#### [Material to process]
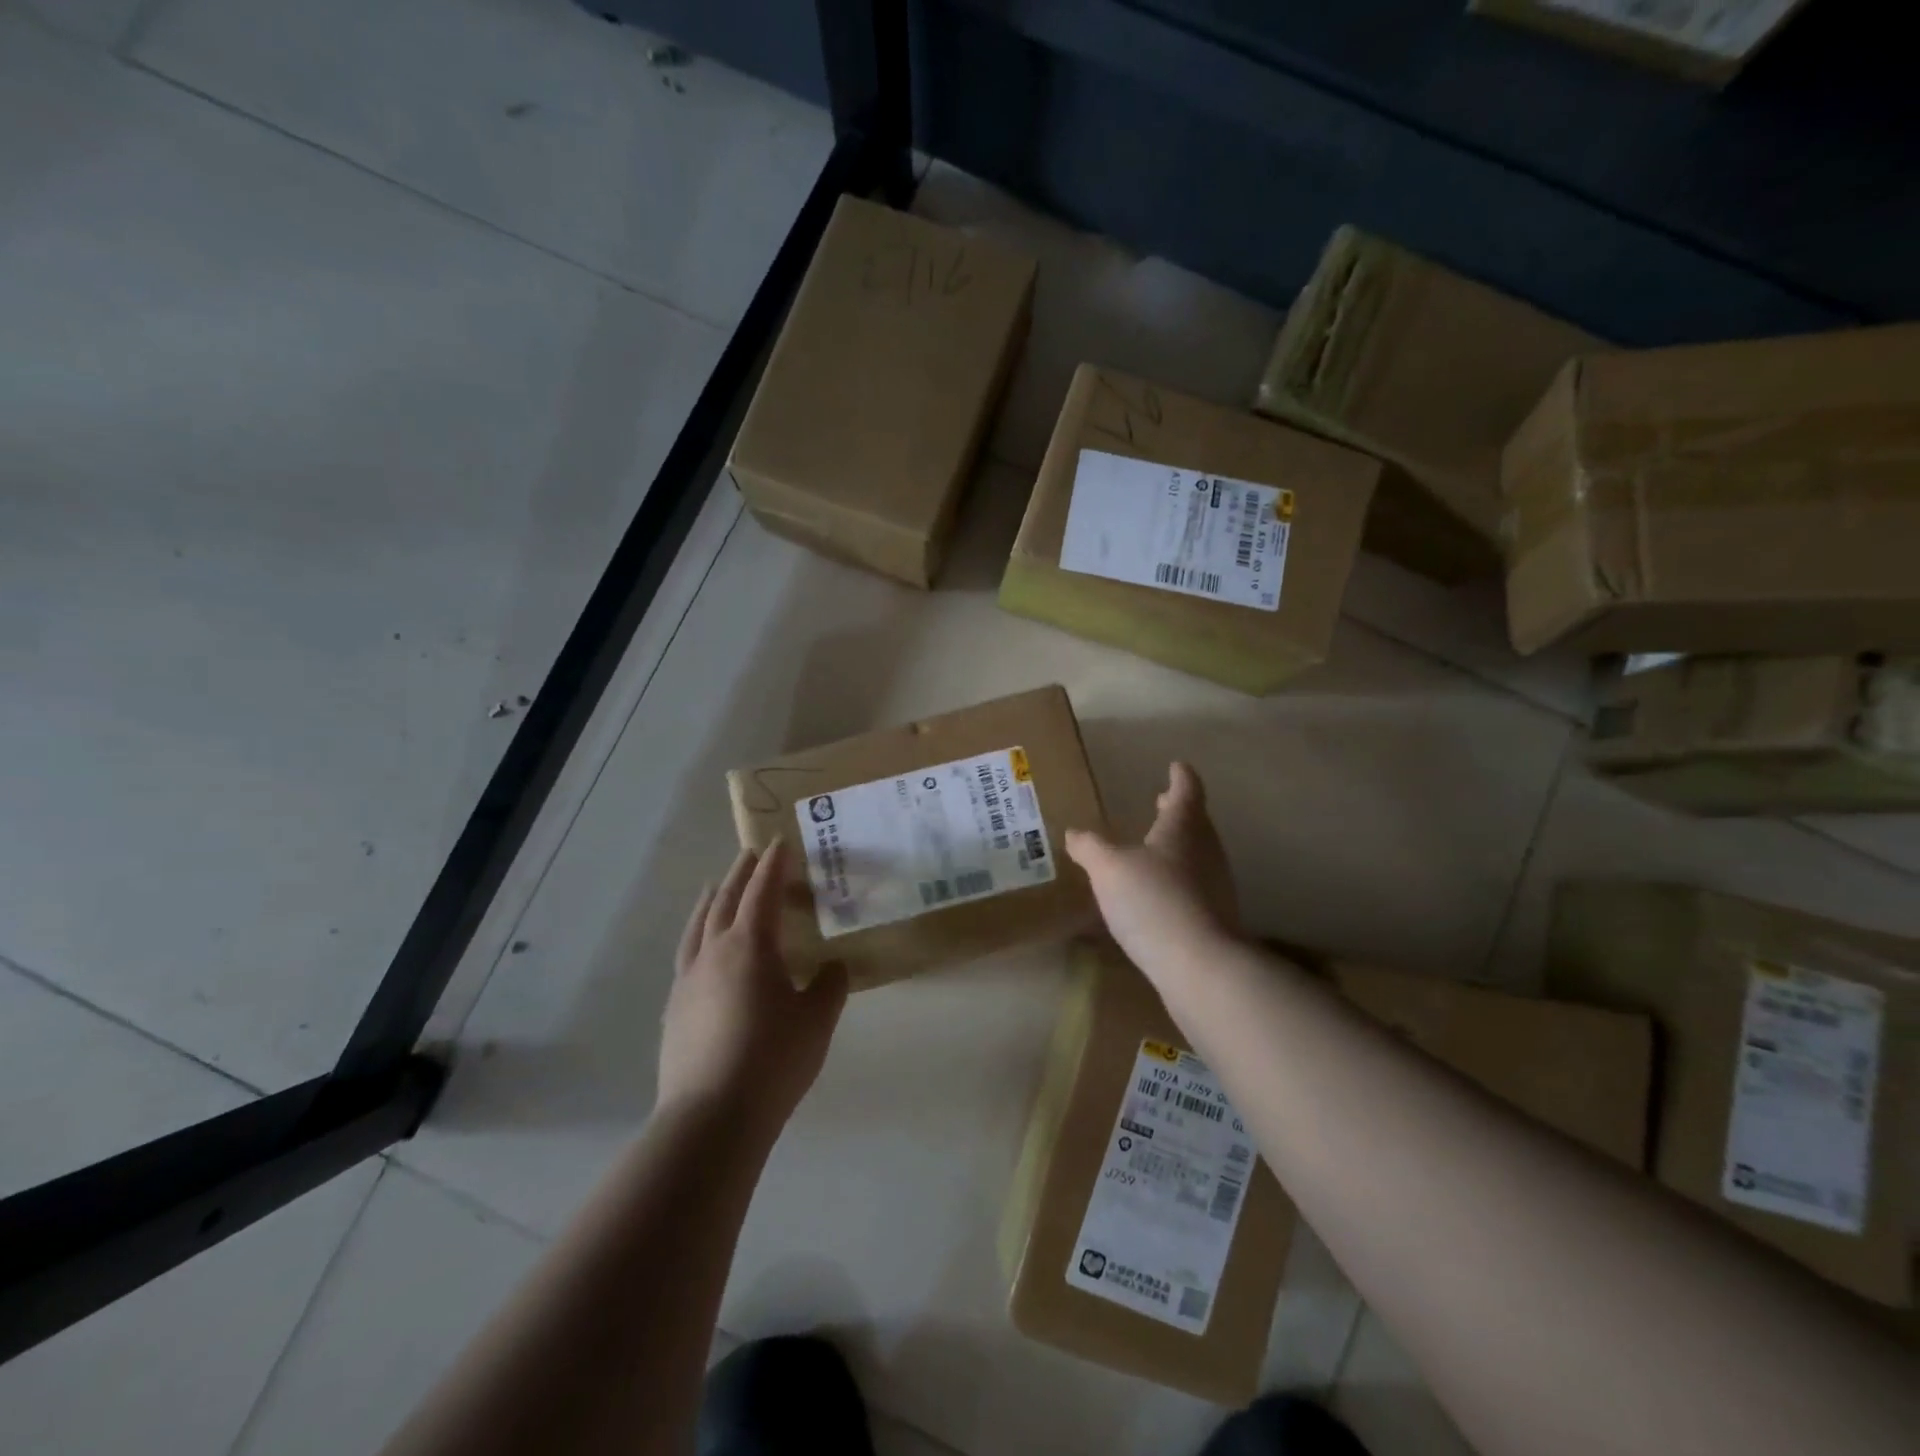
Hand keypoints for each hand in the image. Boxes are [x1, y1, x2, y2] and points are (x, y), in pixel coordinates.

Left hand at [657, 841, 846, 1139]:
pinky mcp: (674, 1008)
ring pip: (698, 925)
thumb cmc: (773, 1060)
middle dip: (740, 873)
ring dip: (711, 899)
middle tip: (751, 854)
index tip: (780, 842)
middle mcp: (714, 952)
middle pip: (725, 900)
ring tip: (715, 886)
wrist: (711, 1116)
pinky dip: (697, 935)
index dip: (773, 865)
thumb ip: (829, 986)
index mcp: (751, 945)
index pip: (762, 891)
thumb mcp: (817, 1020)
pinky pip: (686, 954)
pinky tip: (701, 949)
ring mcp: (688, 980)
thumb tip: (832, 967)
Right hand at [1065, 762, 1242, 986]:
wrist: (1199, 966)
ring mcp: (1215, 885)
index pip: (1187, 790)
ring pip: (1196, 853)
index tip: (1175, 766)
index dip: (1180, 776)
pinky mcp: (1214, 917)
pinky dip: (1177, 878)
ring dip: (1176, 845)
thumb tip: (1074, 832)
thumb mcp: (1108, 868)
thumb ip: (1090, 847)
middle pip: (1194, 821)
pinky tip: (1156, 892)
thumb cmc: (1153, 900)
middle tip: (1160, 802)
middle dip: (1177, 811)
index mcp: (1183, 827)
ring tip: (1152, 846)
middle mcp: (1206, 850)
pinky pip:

#### [Exercise]
Transcribe the whole listing exactly. Pictures stay out of your copy.

#### [Written response]
Hand keypoints for each hand in the image. Boxes are [x1, y1, x2, y2] and points are (x, y), in pixel coordinates.

Left hand at [657, 841, 846, 1139]:
pinky mcp: (674, 1008)
ring pip: (698, 925)
thumb cmc: (773, 1060)
middle dip: (740, 873)
ring dip: (711, 899)
middle tip: (751, 854)
index tip: (780, 842)
middle mcp: (714, 952)
middle pip: (725, 900)
ring tip: (715, 886)
wrist: (711, 1116)
pinky dip: (697, 935)
index dip: (773, 865)
thumb ip: (829, 986)
index mcp: (751, 945)
index pip: (762, 891)
thumb mcp: (817, 1020)
pinky pip: (686, 954)
pinky tip: (701, 949)
ring mcp: (688, 980)
thumb tip: (832, 967)
Right hand at [1065, 762, 1242, 986]:
wrist: (1199, 966)
ring mcp: (1215, 885)
index pip: (1187, 790)
ring pip: (1196, 853)
index tip: (1175, 766)
index dip: (1180, 776)
pinky mcp: (1214, 917)
pinky dip: (1177, 878)
ring dip: (1176, 845)
thumb tip: (1074, 832)
thumb mcp: (1108, 868)
thumb ip: (1090, 847)
middle pip: (1194, 821)
pinky tip: (1156, 892)
thumb cmc: (1153, 900)
middle tip: (1160, 802)
middle dip: (1177, 811)
index mcp: (1183, 827)
ring tip: (1152, 846)
middle mcp: (1206, 850)
pinky pip:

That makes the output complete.